- WORK TO BE COMPLETED -
What follows is a block of records; restate each one word for word.

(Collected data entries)
□ □ □ □ □
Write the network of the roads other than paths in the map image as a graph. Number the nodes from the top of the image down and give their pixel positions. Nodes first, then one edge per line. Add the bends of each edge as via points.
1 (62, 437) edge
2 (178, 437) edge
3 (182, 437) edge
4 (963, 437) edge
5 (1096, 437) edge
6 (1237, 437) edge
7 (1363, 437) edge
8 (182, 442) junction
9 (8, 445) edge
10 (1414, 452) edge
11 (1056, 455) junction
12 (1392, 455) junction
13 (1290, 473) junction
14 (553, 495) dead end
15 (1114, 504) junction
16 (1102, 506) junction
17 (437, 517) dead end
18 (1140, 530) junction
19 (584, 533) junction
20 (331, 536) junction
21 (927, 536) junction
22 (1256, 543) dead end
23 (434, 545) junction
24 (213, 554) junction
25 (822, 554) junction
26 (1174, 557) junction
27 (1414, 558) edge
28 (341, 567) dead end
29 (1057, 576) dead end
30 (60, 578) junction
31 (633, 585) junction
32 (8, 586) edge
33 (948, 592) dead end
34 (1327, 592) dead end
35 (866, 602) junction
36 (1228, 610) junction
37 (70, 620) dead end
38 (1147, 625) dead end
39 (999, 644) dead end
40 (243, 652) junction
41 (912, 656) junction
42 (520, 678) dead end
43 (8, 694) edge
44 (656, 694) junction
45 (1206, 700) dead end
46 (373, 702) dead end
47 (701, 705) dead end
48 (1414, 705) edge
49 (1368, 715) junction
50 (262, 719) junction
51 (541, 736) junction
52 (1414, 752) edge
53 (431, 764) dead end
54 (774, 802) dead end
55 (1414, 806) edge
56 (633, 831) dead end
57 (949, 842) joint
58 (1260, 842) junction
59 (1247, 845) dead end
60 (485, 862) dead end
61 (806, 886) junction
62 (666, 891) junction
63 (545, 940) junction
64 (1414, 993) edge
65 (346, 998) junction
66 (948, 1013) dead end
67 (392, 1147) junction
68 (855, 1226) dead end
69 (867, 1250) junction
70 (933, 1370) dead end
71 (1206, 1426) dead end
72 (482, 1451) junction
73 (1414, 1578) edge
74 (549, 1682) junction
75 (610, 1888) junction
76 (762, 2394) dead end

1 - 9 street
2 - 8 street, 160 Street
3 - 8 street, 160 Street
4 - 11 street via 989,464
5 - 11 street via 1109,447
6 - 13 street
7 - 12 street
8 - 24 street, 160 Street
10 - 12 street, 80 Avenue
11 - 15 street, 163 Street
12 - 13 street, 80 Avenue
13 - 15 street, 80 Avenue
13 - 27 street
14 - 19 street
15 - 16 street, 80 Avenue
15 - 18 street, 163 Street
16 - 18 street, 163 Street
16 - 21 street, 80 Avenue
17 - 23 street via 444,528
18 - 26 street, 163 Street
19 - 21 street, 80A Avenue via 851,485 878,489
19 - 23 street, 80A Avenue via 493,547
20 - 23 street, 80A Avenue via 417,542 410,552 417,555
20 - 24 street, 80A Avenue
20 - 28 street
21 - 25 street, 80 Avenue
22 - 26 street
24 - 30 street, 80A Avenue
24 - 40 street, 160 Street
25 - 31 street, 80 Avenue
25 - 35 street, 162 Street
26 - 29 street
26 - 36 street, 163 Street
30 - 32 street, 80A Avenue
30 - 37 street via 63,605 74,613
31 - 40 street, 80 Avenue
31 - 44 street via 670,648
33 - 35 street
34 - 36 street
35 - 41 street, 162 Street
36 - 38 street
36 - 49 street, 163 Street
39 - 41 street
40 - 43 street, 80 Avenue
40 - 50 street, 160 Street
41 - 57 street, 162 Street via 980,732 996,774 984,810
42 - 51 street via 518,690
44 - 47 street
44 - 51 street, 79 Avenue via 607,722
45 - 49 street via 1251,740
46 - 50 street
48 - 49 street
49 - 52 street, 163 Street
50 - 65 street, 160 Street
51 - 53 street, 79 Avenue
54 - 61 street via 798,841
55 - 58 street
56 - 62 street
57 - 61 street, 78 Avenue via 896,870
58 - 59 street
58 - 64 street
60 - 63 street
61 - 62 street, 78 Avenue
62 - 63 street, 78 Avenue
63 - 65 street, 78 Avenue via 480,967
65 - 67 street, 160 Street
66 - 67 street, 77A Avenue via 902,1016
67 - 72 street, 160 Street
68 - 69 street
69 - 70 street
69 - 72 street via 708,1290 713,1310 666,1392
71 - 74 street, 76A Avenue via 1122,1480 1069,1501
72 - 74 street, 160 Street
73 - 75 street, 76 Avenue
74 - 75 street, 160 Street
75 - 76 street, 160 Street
□ □ □ □ □
- WRITTEN ANSWER -
Write the network of the roads other than paths in the map image as a graph. Number the nodes from the top of the image down and give their pixel positions. Nodes first, then one edge per line. Add the bends of each edge as via points.
1 (62, 437) edge
2 (178, 437) edge
3 (182, 437) edge
4 (963, 437) edge
5 (1096, 437) edge
6 (1237, 437) edge
7 (1363, 437) edge
8 (182, 442) junction
9 (8, 445) edge
10 (1414, 452) edge
11 (1056, 455) junction
12 (1392, 455) junction
13 (1290, 473) junction
14 (553, 495) dead end
15 (1114, 504) junction
16 (1102, 506) junction
17 (437, 517) dead end
18 (1140, 530) junction
19 (584, 533) junction
20 (331, 536) junction
21 (927, 536) junction
22 (1256, 543) dead end
23 (434, 545) junction
24 (213, 554) junction
25 (822, 554) junction
26 (1174, 557) junction
27 (1414, 558) edge
28 (341, 567) dead end
29 (1057, 576) dead end
30 (60, 578) junction
31 (633, 585) junction
32 (8, 586) edge
33 (948, 592) dead end
34 (1327, 592) dead end
35 (866, 602) junction
36 (1228, 610) junction
37 (70, 620) dead end
38 (1147, 625) dead end
39 (999, 644) dead end
40 (243, 652) junction
41 (912, 656) junction
42 (520, 678) dead end
43 (8, 694) edge
44 (656, 694) junction
45 (1206, 700) dead end
46 (373, 702) dead end
47 (701, 705) dead end
48 (1414, 705) edge
49 (1368, 715) junction
50 (262, 719) junction
51 (541, 736) junction
52 (1414, 752) edge
53 (431, 764) dead end
54 (774, 802) dead end
55 (1414, 806) edge
56 (633, 831) dead end
57 (949, 842) joint
58 (1260, 842) junction
59 (1247, 845) dead end
60 (485, 862) dead end
61 (806, 886) junction
62 (666, 891) junction
63 (545, 940) junction
64 (1414, 993) edge
65 (346, 998) junction
66 (948, 1013) dead end
67 (392, 1147) junction
68 (855, 1226) dead end
69 (867, 1250) junction
70 (933, 1370) dead end
71 (1206, 1426) dead end
72 (482, 1451) junction
73 (1414, 1578) edge
74 (549, 1682) junction
75 (610, 1888) junction
76 (762, 2394) dead end

1 - 9 street
2 - 8 street, 160 Street
3 - 8 street, 160 Street
4 - 11 street via 989,464
5 - 11 street via 1109,447
6 - 13 street
7 - 12 street
8 - 24 street, 160 Street
10 - 12 street, 80 Avenue
11 - 15 street, 163 Street
12 - 13 street, 80 Avenue
13 - 15 street, 80 Avenue
13 - 27 street
14 - 19 street
15 - 16 street, 80 Avenue
15 - 18 street, 163 Street
16 - 18 street, 163 Street
16 - 21 street, 80 Avenue
17 - 23 street via 444,528
18 - 26 street, 163 Street
19 - 21 street, 80A Avenue via 851,485 878,489
19 - 23 street, 80A Avenue via 493,547
20 - 23 street, 80A Avenue via 417,542 410,552 417,555
20 - 24 street, 80A Avenue
20 - 28 street
21 - 25 street, 80 Avenue
22 - 26 street
24 - 30 street, 80A Avenue
24 - 40 street, 160 Street
25 - 31 street, 80 Avenue
25 - 35 street, 162 Street
26 - 29 street
26 - 36 street, 163 Street
30 - 32 street, 80A Avenue
30 - 37 street via 63,605 74,613
31 - 40 street, 80 Avenue
31 - 44 street via 670,648
33 - 35 street
34 - 36 street
35 - 41 street, 162 Street
36 - 38 street
36 - 49 street, 163 Street
39 - 41 street
40 - 43 street, 80 Avenue
40 - 50 street, 160 Street
41 - 57 street, 162 Street via 980,732 996,774 984,810
42 - 51 street via 518,690
44 - 47 street
44 - 51 street, 79 Avenue via 607,722
45 - 49 street via 1251,740
46 - 50 street
48 - 49 street
49 - 52 street, 163 Street
50 - 65 street, 160 Street
51 - 53 street, 79 Avenue
54 - 61 street via 798,841
55 - 58 street
56 - 62 street
57 - 61 street, 78 Avenue via 896,870
58 - 59 street
58 - 64 street
60 - 63 street
61 - 62 street, 78 Avenue
62 - 63 street, 78 Avenue
63 - 65 street, 78 Avenue via 480,967
65 - 67 street, 160 Street
66 - 67 street, 77A Avenue via 902,1016
67 - 72 street, 160 Street
68 - 69 street
69 - 70 street
69 - 72 street via 708,1290 713,1310 666,1392
71 - 74 street, 76A Avenue via 1122,1480 1069,1501
72 - 74 street, 160 Street
73 - 75 street, 76 Avenue
74 - 75 street, 160 Street
75 - 76 street, 160 Street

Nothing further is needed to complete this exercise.